COURT OF APPEAL FOR ONTARIO
DATE: 20010614 DOCKET: C34861
RE: HER MAJESTY THE QUEEN (Respondent) –and– TAIWO ADUN (Appellant)
BEFORE: FINLAYSON, WEILER and GOUDGE JJ.A.
COUNSEL: Gregory Lafontaine, for the appellant
Scott C. Hutchison, for the respondent
HEARD: June 13, 2001
RELEASED ORALLY: June 13, 2001
On appeal from the conviction and sentence imposed by Justice Patrick D. White dated November 17, 1999.
E N D O R S E M E N T
[1] The appellant was convicted of three offences: 1) uttering a forged document; 2) breach of recognizance; and 3) fraud under $5,000. He was sentenced to nine months’ incarceration. He appeals both his conviction and sentence.
[2] With respect to conviction, the appellant raises two grounds of appeal.
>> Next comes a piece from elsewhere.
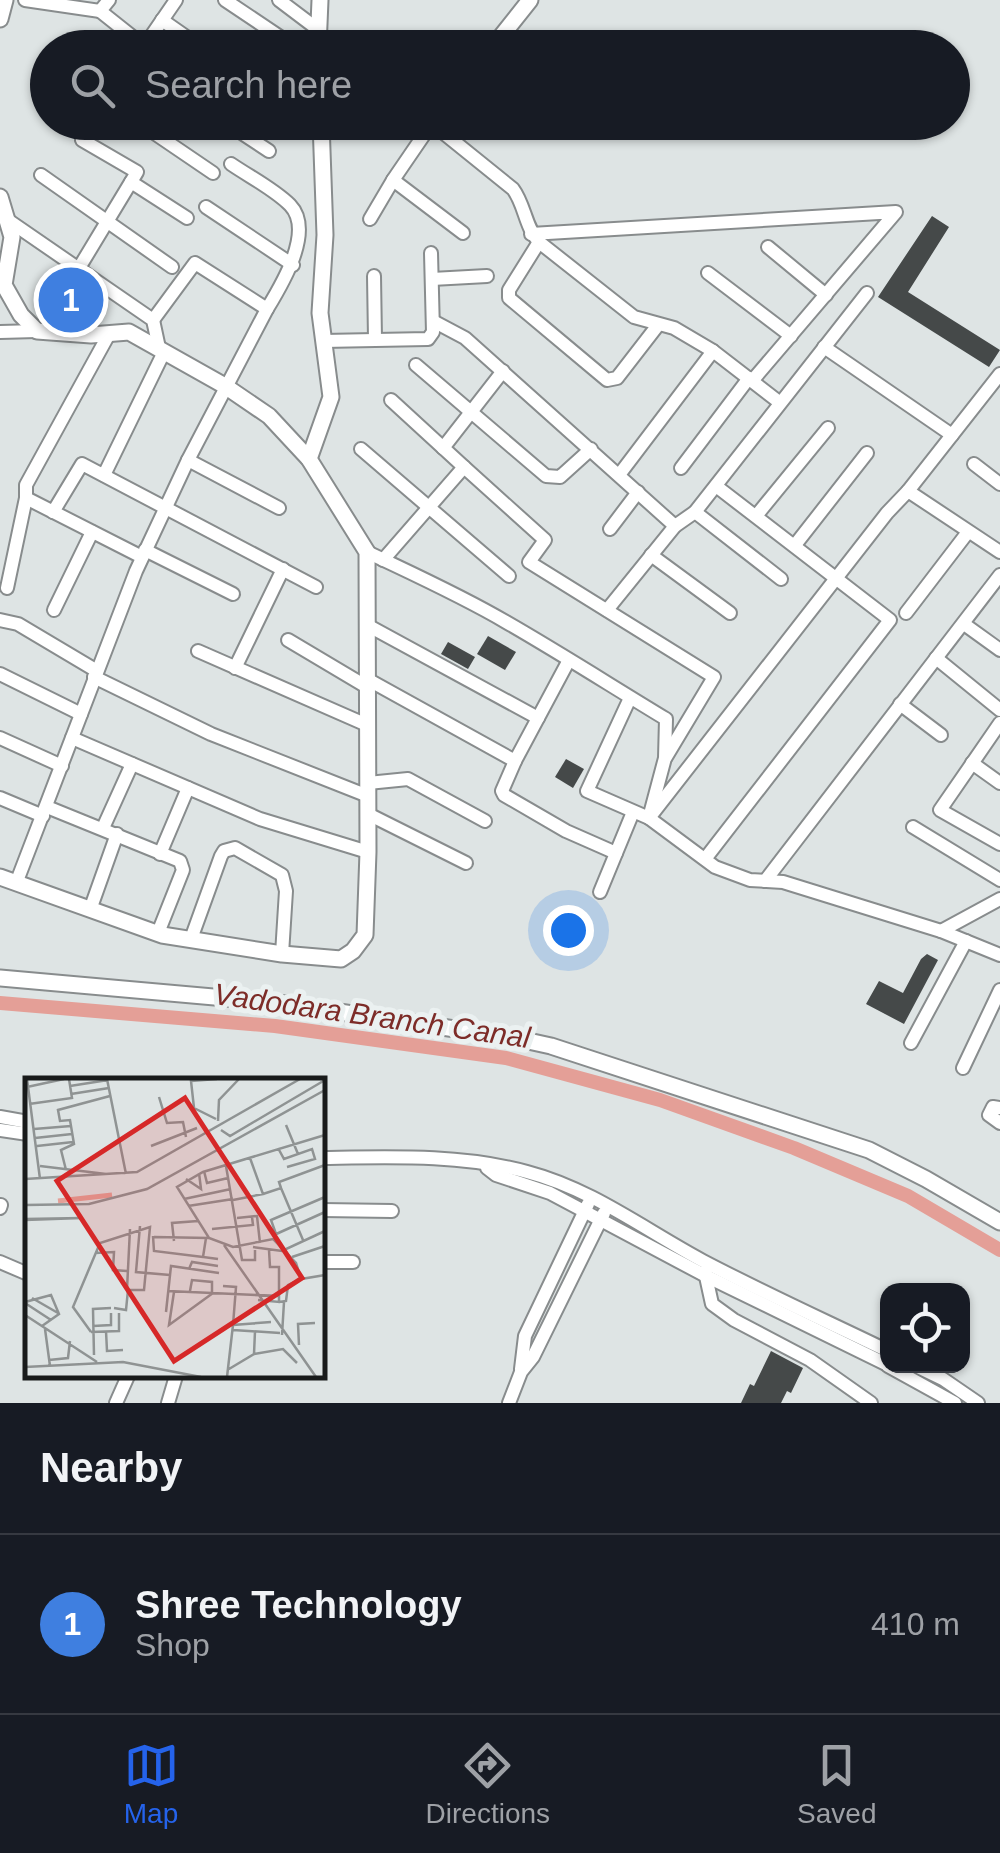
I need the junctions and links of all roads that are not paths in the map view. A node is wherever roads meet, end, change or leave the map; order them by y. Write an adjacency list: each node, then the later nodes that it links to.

First, the appellant submits that the trial judge erred in his assessment of the identification evidence, that this error affects the verdicts on all counts, and the verdicts are unreasonable.
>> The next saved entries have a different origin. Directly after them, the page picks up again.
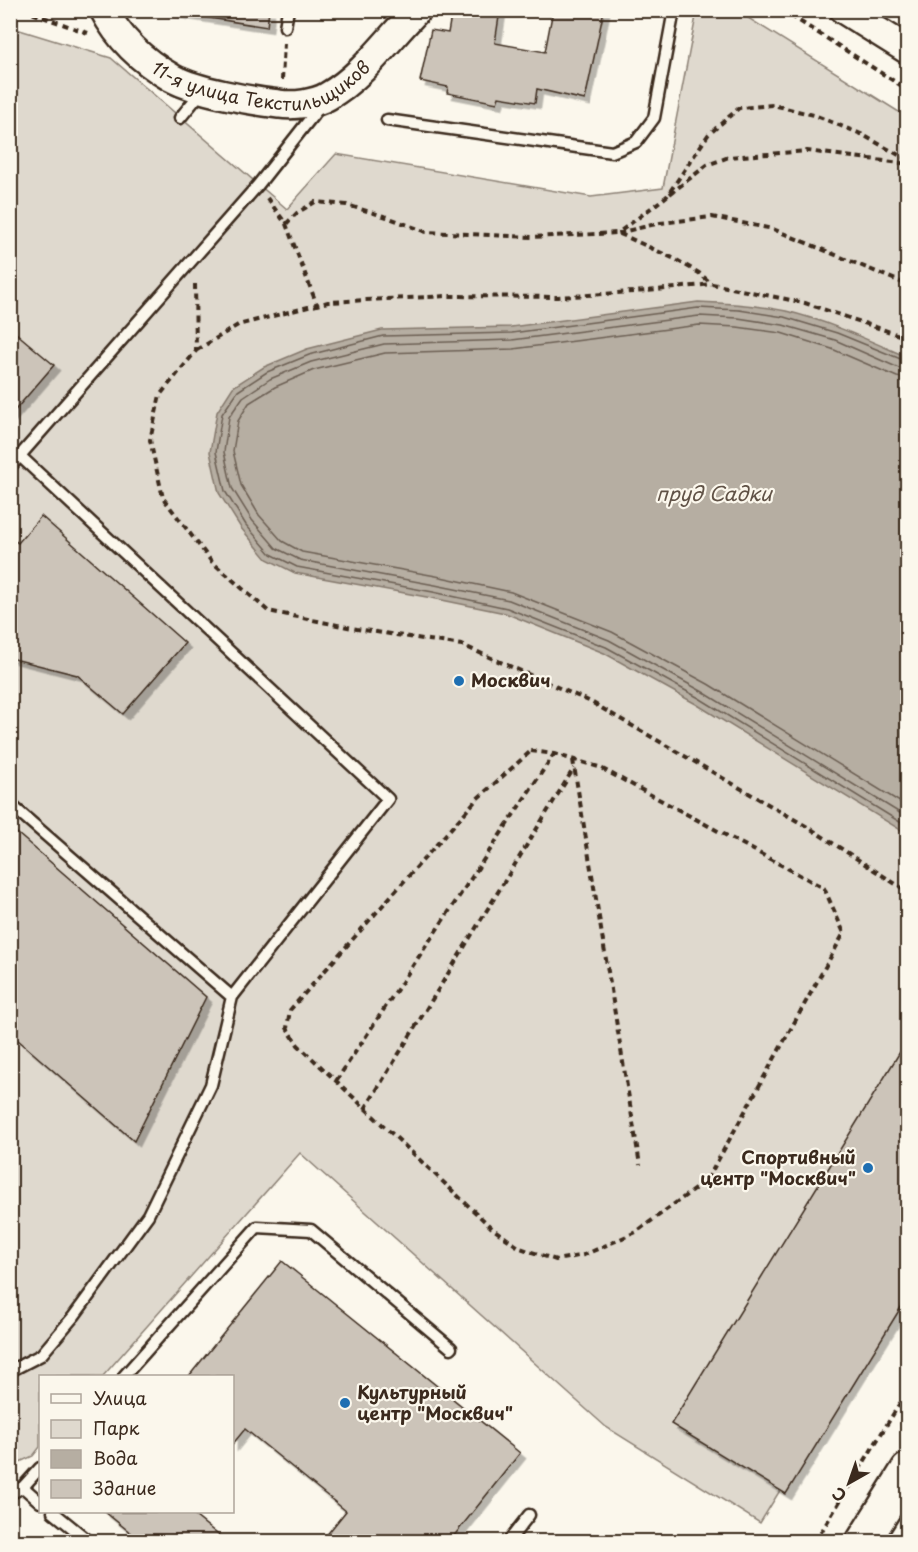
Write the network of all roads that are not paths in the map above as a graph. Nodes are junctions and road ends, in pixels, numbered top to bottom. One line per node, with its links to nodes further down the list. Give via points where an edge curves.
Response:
1 (104, 10): 8 (street, 11-я улица Текстильщиков, via 130,46 173,78)
2 (288, 10): 6 (lane)
3 (417, 10): 9 (street, 11-я улица Текстильщиков, via 362,70)
4 (674, 10): 11 (lane, via 654,117 636,142 612,152)
5 (844, 10): 7 (street, via 871,22)
6 (285, 27)
7 (908, 50)
8 (204, 90): 9 (street, 11-я улица Текстильщиков, via 280,105); 10 (lane)
9 (327, 98): 12 (lane, via 258,185)
10 (180, 118)
11 (387, 120)
12 (20, 456): 13 (lane); 15 (lane, via 388,799)
13 (10, 467)
14 (10, 804): 15 (lane)
15 (232, 997): 17 (lane, via 211,1084 148,1215 75,1316 40,1355)
16 (451, 1348): 18 (lane, via 311,1230 257,1227)
17 (10, 1371)
18 (126, 1375)
19 (39, 1469): 21 (lane)
20 (908, 1470): 28 (main road)
21 (23, 1487): 22 (lane); 23 (lane)
22 (10, 1494)
23 (39, 1501)
24 (54, 1513): 26 (lane)
25 (529, 1515): 27 (lane)
26 (90, 1542)
27 (508, 1542)
28 (863, 1542)

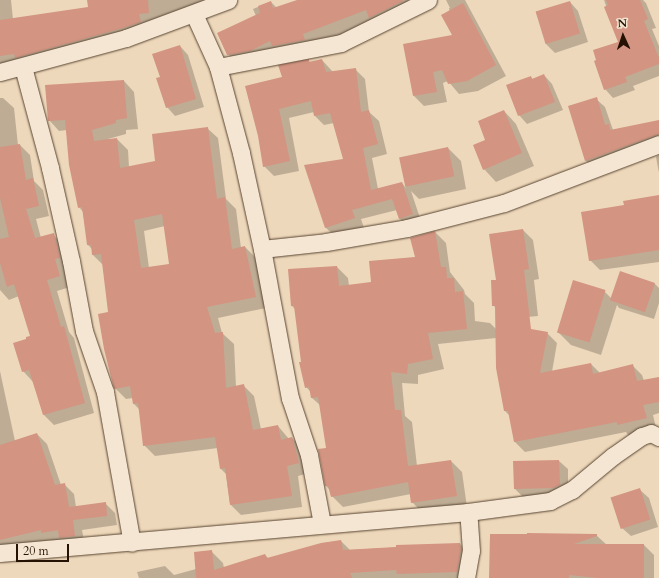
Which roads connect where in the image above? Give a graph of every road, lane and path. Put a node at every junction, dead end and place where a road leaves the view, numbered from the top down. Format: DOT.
graph roads {
  1 [pos="228,0"];
  2 [pos="428,0"];
  3 [pos="194,14"];
  4 [pos="23,67"];
  5 [pos="218,67"];
  6 [pos="0,72"];
  7 [pos="659,144"];
  8 [pos="262,249"];
  9 [pos="659,437"];
  10 [pos="468,512"];
  11 [pos="322,524"];
  12 [pos="132,543"];
  13 [pos="0,553"];
  14 [pos="466,578"];
  1 -- 3 [label="street"];
  2 -- 5 [label="street"];
  3 -- 4 [label="street"];
  3 -- 5 [label="street"];
  4 -- 6 [label="street"];
  4 -- 12 [label="street"];
  5 -- 8 [label="street"];
  7 -- 8 [label="street"];
  8 -- 11 [label="street"];
  9 -- 10 [label="street"];
  10 -- 11 [label="street"];
  10 -- 14 [label="street"];
  11 -- 12 [label="street"];
  12 -- 13 [label="street"];
}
[3] The manager of a courier franchise complained to the police about a customer who tried to send a package to Turkey by charging the delivery cost to the account of a company, Ebony, that did not have an account with UPS as alleged. The package when opened was found to contain forged cheques. The manager did not give an initial description of the customer. The manager was shown a photo line-up and initially picked out another person as the person sending the packages but, upon being shown the next photo line-up, immediately said he was mistaken and identified the appellant as definitely being the person who sent the packages. The appellant submits that the initial misidentification of the person alleged to be the culprit means that the identification evidence is unreliable and the trial judge erred in his acceptance of it.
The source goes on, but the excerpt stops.